CTI Input Trigger to Output Channel Enable Registers (CTIINEN<n>)

0x020 + 4n

Connects input trigger n to output channels. This connection allows input trigger n to generate channel events on the connected channels. The number of input triggers available is IMPLEMENTATION SPECIFIC.

CTI Application Pulse Register (CTIAPPPULSE)

0x01c

Can generate channel events on a specific channel. Write-only register.

CTI Output Trigger Acknowledge Register (CTIINTACK)

0x010

Can create soft acknowledgements of output triggers. Can deassert a trigger event by writing 1 to bit[0]. Write-only register.

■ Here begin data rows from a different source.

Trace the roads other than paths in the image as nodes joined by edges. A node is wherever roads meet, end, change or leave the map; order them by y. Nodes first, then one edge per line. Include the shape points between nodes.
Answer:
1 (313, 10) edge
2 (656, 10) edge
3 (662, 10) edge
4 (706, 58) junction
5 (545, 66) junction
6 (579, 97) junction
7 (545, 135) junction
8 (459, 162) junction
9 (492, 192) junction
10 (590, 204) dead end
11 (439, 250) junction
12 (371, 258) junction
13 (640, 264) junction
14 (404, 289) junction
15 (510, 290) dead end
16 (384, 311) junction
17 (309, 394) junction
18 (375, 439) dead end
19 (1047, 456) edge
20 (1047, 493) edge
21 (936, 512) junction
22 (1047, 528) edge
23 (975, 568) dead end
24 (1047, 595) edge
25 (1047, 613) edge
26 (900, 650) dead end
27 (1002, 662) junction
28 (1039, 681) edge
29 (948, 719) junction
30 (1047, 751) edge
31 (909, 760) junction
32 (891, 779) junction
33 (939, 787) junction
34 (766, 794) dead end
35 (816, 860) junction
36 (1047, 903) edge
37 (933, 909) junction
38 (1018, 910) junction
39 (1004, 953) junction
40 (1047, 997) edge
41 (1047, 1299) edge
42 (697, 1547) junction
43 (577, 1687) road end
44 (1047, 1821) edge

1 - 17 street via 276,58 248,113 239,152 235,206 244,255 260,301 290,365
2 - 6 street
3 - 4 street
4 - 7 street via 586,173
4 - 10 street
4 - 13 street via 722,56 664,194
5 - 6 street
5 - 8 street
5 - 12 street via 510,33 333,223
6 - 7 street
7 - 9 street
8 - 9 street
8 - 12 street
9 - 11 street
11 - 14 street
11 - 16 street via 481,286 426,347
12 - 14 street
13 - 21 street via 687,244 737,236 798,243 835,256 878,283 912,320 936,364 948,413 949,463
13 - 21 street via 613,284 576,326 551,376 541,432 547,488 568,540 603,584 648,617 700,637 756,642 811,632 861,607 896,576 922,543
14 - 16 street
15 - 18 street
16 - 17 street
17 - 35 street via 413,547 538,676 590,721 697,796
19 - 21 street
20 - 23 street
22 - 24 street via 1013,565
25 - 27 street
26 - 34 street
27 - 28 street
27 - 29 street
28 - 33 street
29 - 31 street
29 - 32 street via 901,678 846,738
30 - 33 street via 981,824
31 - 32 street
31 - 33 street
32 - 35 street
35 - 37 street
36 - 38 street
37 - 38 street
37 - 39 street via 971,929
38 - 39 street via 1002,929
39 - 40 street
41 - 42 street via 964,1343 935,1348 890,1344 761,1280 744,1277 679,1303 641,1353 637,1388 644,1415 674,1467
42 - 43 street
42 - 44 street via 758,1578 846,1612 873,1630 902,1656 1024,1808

CTI Trigger Out Status Register (CTITRIGOUTSTATUS)

0x134

Gives the status of the trigger outputs. To confirm an output trigger has been deasserted, the debugger must poll bit[0] until it reads as 0. Bit[0] must read as 0 before attempting to generate another trigger event. Read-only register.


To find the offsets of other CTI registers in an Armv8-A system, read the “External Debug Register Descriptions” section of the Arm Architecture Reference Manual Armv8-A. These offsets are relative to the address of the CTI region for a core. The CTI addresses are available in the “CoreSight debug and trace” section of the target TRM.

For more detailed CTI register descriptions for an Armv8-A system, read the Arm Architecture Reference Manual Armv8-A.

Description of the example target and tools

This tutorial uses a Versatile Express with a Cortex-A53x2 SMM implemented on a LogicTile Express 20MG V2F-1XV7 FPGA board. CSAT shipped with Arm Development Studio is used. CSAT is connected to the target using a DSTREAM debug probe.

Setting up CSAT to use on your target

  1. Turn on the target. Ensure the target is in a stable state that allows a bare-metal debug connection.
  2. Connect DSTREAM to the host VIA USB or TCP.
  3. Connect the DSTREAM to the target and check the TARGET LED is on.
  4. Open an Arm Development Studio command prompt and type csat.
    csat

    Opening CSAT in a command-prompt

  5. Connect your DSTREAM to CSAT.

    If using a USB DSTREAM connection:

    con USB

    If using a TCP DSTREAM connection:

    con TCP:<IP address or host name of your target>
  6. Auto detect the scan chain of your device.
    chain dev=auto
  7. Open the DAP on the scan chain. The device number used is taken from the output of chain dev=auto.
    dvo <device number>

    On the example target, the DAP is device number 0.

    dvo 0
  8. Enumerate the access ports available on the DAP.
    dpe

Reading the ROM Table

  1. Locate the base address of the ROM Table. Look at the memory map in your target TRM. Alternatively, read the MEM-AP register BASE at offset 0xF8 for the MEM-AP.
  2. After finding the base address of the ROM Table, read the ROM Table using the dmr command. As part of the command, specify the access port number using the output from the dpe command. On the example target, use the APB-AP access port 1 (AP1). Also, specify the number of ROM Table entries to read. The following dmr command reads 32 words from APB-AP 1 at address 0x820000000:
    dmr 1 0x82000000 32
    ROM table contents 

The command output shows the offsets of the available components relative to the base address of the ROM Table. Notice that bits[1:0] of all the ROM Table entries are set to 1. This value indicates that the component is present in the system and the ROM Table entries are 32-bits wide. Bits[1:0] are ignored when calculating the component address.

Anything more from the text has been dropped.